- **Assigned task**: As an exercise, copy out the entries exactly as written.

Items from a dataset
————————
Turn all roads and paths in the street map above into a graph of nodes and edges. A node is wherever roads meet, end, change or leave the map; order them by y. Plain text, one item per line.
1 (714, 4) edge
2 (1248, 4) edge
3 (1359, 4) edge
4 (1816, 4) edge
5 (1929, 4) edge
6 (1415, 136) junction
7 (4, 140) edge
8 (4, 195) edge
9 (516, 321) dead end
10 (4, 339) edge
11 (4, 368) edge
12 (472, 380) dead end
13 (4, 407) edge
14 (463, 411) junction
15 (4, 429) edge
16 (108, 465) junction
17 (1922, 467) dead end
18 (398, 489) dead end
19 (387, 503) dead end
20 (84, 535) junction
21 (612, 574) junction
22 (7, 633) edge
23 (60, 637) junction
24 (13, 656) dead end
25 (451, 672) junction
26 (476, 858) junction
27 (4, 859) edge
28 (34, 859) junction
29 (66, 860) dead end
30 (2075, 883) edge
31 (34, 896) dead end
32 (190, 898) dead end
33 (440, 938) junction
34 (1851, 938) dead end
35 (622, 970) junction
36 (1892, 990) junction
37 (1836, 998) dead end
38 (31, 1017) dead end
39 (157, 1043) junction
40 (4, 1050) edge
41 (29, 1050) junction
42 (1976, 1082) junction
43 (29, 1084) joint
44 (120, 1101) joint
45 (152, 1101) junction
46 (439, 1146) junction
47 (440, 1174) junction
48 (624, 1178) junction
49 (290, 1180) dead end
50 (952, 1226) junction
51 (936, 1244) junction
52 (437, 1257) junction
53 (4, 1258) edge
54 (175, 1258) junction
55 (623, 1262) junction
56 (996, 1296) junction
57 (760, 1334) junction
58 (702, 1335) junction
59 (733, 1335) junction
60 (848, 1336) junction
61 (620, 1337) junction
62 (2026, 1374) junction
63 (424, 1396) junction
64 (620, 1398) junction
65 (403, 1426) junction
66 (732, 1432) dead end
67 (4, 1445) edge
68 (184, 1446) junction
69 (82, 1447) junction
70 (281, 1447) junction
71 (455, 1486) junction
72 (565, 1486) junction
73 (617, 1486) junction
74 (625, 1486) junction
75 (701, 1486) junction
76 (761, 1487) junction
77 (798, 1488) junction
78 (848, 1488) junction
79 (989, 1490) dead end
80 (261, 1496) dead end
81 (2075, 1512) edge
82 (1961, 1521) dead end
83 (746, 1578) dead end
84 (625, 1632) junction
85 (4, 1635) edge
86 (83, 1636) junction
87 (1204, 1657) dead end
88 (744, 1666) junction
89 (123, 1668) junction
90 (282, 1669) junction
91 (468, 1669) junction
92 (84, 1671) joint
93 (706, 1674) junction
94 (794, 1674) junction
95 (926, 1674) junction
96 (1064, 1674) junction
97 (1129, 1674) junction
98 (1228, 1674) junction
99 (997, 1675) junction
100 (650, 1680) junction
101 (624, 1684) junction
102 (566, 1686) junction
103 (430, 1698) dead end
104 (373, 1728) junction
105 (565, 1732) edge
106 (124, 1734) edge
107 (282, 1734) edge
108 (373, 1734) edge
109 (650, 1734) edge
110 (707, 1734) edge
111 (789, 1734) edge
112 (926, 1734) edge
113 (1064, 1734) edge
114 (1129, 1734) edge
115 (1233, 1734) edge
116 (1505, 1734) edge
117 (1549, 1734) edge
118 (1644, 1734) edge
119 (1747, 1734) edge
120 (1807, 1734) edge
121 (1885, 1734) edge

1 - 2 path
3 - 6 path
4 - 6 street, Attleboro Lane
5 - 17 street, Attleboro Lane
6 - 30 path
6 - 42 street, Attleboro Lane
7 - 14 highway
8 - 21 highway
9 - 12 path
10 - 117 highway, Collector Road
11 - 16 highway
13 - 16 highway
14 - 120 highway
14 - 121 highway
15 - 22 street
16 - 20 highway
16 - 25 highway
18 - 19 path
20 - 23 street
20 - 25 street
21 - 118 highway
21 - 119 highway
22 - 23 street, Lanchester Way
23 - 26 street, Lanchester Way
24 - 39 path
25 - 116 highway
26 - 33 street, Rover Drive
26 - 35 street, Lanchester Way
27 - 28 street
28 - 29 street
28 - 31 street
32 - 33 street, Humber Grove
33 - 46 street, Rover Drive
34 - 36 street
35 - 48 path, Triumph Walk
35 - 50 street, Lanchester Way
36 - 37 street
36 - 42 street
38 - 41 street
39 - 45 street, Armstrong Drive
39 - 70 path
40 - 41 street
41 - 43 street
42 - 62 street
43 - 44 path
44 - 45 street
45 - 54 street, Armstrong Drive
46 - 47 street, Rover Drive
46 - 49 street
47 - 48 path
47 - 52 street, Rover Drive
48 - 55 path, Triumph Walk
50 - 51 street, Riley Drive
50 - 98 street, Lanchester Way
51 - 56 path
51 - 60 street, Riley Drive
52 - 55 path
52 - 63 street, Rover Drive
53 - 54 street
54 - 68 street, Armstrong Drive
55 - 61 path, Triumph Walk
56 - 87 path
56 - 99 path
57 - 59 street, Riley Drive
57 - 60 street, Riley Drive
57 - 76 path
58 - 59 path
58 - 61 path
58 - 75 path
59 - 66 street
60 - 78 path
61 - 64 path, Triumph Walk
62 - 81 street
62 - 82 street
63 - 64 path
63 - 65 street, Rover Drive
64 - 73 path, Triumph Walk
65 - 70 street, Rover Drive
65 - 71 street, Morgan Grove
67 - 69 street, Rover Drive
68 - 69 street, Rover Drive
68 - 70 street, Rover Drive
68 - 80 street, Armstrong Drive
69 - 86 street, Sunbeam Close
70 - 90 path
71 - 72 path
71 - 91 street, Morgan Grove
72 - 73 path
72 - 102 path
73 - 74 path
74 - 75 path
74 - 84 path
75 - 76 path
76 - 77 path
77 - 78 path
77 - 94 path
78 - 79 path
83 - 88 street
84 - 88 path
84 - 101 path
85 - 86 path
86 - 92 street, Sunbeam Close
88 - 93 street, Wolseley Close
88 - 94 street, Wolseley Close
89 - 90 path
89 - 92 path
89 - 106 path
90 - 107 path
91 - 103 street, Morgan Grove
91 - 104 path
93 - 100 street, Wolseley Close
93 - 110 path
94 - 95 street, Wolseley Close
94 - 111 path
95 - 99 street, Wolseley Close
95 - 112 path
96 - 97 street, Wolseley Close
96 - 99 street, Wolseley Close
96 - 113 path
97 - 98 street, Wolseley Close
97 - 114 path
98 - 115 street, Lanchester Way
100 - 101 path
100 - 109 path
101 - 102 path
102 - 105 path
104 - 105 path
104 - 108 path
————————
- **Response to the task**:
Turn all roads and paths in the street map above into a graph of nodes and edges. A node is wherever roads meet, end, change or leave the map; order them by y. Plain text, one item per line.
1 (714, 4) edge
2 (1248, 4) edge
3 (1359, 4) edge
4 (1816, 4) edge
5 (1929, 4) edge
6 (1415, 136) junction
7 (4, 140) edge
8 (4, 195) edge
9 (516, 321) dead end
10 (4, 339) edge
11 (4, 368) edge
12 (472, 380) dead end
13 (4, 407) edge
14 (463, 411) junction
15 (4, 429) edge
16 (108, 465) junction
17 (1922, 467) dead end
18 (398, 489) dead end
19 (387, 503) dead end
20 (84, 535) junction
21 (612, 574) junction
22 (7, 633) edge
23 (60, 637) junction
24 (13, 656) dead end
25 (451, 672) junction
26 (476, 858) junction
27 (4, 859) edge
28 (34, 859) junction
29 (66, 860) dead end
30 (2075, 883) edge
31 (34, 896) dead end
32 (190, 898) dead end
33 (440, 938) junction
34 (1851, 938) dead end
35 (622, 970) junction
36 (1892, 990) junction
37 (1836, 998) dead end
38 (31, 1017) dead end
39 (157, 1043) junction
40 (4, 1050) edge
41 (29, 1050) junction
42 (1976, 1082) junction
43 (29, 1084) joint
44 (120, 1101) joint
45 (152, 1101) junction
46 (439, 1146) junction
47 (440, 1174) junction
48 (624, 1178) junction
49 (290, 1180) dead end
50 (952, 1226) junction
51 (936, 1244) junction
52 (437, 1257) junction
53 (4, 1258) edge
54 (175, 1258) junction
55 (623, 1262) junction
56 (996, 1296) junction
57 (760, 1334) junction
58 (702, 1335) junction
59 (733, 1335) junction
60 (848, 1336) junction
61 (620, 1337) junction
62 (2026, 1374) junction
63 (424, 1396) junction
64 (620, 1398) junction
65 (403, 1426) junction
66 (732, 1432) dead end
67 (4, 1445) edge
68 (184, 1446) junction
69 (82, 1447) junction
70 (281, 1447) junction
71 (455, 1486) junction
72 (565, 1486) junction
73 (617, 1486) junction
74 (625, 1486) junction
75 (701, 1486) junction
76 (761, 1487) junction
77 (798, 1488) junction
78 (848, 1488) junction
79 (989, 1490) dead end
80 (261, 1496) dead end
81 (2075, 1512) edge
82 (1961, 1521) dead end
83 (746, 1578) dead end
84 (625, 1632) junction
85 (4, 1635) edge
86 (83, 1636) junction
87 (1204, 1657) dead end
88 (744, 1666) junction
89 (123, 1668) junction
90 (282, 1669) junction
91 (468, 1669) junction
92 (84, 1671) joint
93 (706, 1674) junction
94 (794, 1674) junction
95 (926, 1674) junction
96 (1064, 1674) junction
97 (1129, 1674) junction
98 (1228, 1674) junction
99 (997, 1675) junction
100 (650, 1680) junction
101 (624, 1684) junction
102 (566, 1686) junction
103 (430, 1698) dead end
104 (373, 1728) junction
105 (565, 1732) edge
106 (124, 1734) edge
107 (282, 1734) edge
108 (373, 1734) edge
109 (650, 1734) edge
110 (707, 1734) edge
111 (789, 1734) edge
112 (926, 1734) edge
113 (1064, 1734) edge
114 (1129, 1734) edge
115 (1233, 1734) edge
116 (1505, 1734) edge
117 (1549, 1734) edge
118 (1644, 1734) edge
119 (1747, 1734) edge
120 (1807, 1734) edge
121 (1885, 1734) edge

1 - 2 path
3 - 6 path
4 - 6 street, Attleboro Lane
5 - 17 street, Attleboro Lane
6 - 30 path
6 - 42 street, Attleboro Lane
7 - 14 highway
8 - 21 highway
9 - 12 path
10 - 117 highway, Collector Road
11 - 16 highway
13 - 16 highway
14 - 120 highway
14 - 121 highway
15 - 22 street
16 - 20 highway
16 - 25 highway
18 - 19 path
20 - 23 street
20 - 25 street
21 - 118 highway
21 - 119 highway
22 - 23 street, Lanchester Way
23 - 26 street, Lanchester Way
24 - 39 path
25 - 116 highway
26 - 33 street, Rover Drive
26 - 35 street, Lanchester Way
27 - 28 street
28 - 29 street
28 - 31 street
32 - 33 street, Humber Grove
33 - 46 street, Rover Drive
34 - 36 street
35 - 48 path, Triumph Walk
35 - 50 street, Lanchester Way
36 - 37 street
36 - 42 street
38 - 41 street
39 - 45 street, Armstrong Drive
39 - 70 path
40 - 41 street
41 - 43 street
42 - 62 street
43 - 44 path
44 - 45 street
45 - 54 street, Armstrong Drive
46 - 47 street, Rover Drive
46 - 49 street
47 - 48 path
47 - 52 street, Rover Drive
48 - 55 path, Triumph Walk
50 - 51 street, Riley Drive
50 - 98 street, Lanchester Way
51 - 56 path
51 - 60 street, Riley Drive
52 - 55 path
52 - 63 street, Rover Drive
53 - 54 street
54 - 68 street, Armstrong Drive
55 - 61 path, Triumph Walk
56 - 87 path
56 - 99 path
57 - 59 street, Riley Drive
57 - 60 street, Riley Drive
57 - 76 path
58 - 59 path
58 - 61 path
58 - 75 path
59 - 66 street
60 - 78 path
61 - 64 path, Triumph Walk
62 - 81 street
62 - 82 street
63 - 64 path
63 - 65 street, Rover Drive
64 - 73 path, Triumph Walk
65 - 70 street, Rover Drive
65 - 71 street, Morgan Grove
67 - 69 street, Rover Drive
68 - 69 street, Rover Drive
68 - 70 street, Rover Drive
68 - 80 street, Armstrong Drive
69 - 86 street, Sunbeam Close
70 - 90 path
71 - 72 path
71 - 91 street, Morgan Grove
72 - 73 path
72 - 102 path
73 - 74 path
74 - 75 path
74 - 84 path
75 - 76 path
76 - 77 path
77 - 78 path
77 - 94 path
78 - 79 path
83 - 88 street
84 - 88 path
84 - 101 path
85 - 86 path
86 - 92 street, Sunbeam Close
88 - 93 street, Wolseley Close
88 - 94 street, Wolseley Close
89 - 90 path
89 - 92 path
89 - 106 path
90 - 107 path
91 - 103 street, Morgan Grove
91 - 104 path
93 - 100 street, Wolseley Close
93 - 110 path
94 - 95 street, Wolseley Close
94 - 111 path
95 - 99 street, Wolseley Close
95 - 112 path
96 - 97 street, Wolseley Close
96 - 99 street, Wolseley Close
96 - 113 path
97 - 98 street, Wolseley Close
97 - 114 path
98 - 115 street, Lanchester Way
100 - 101 path
100 - 109 path
101 - 102 path
102 - 105 path
104 - 105 path
104 - 108 path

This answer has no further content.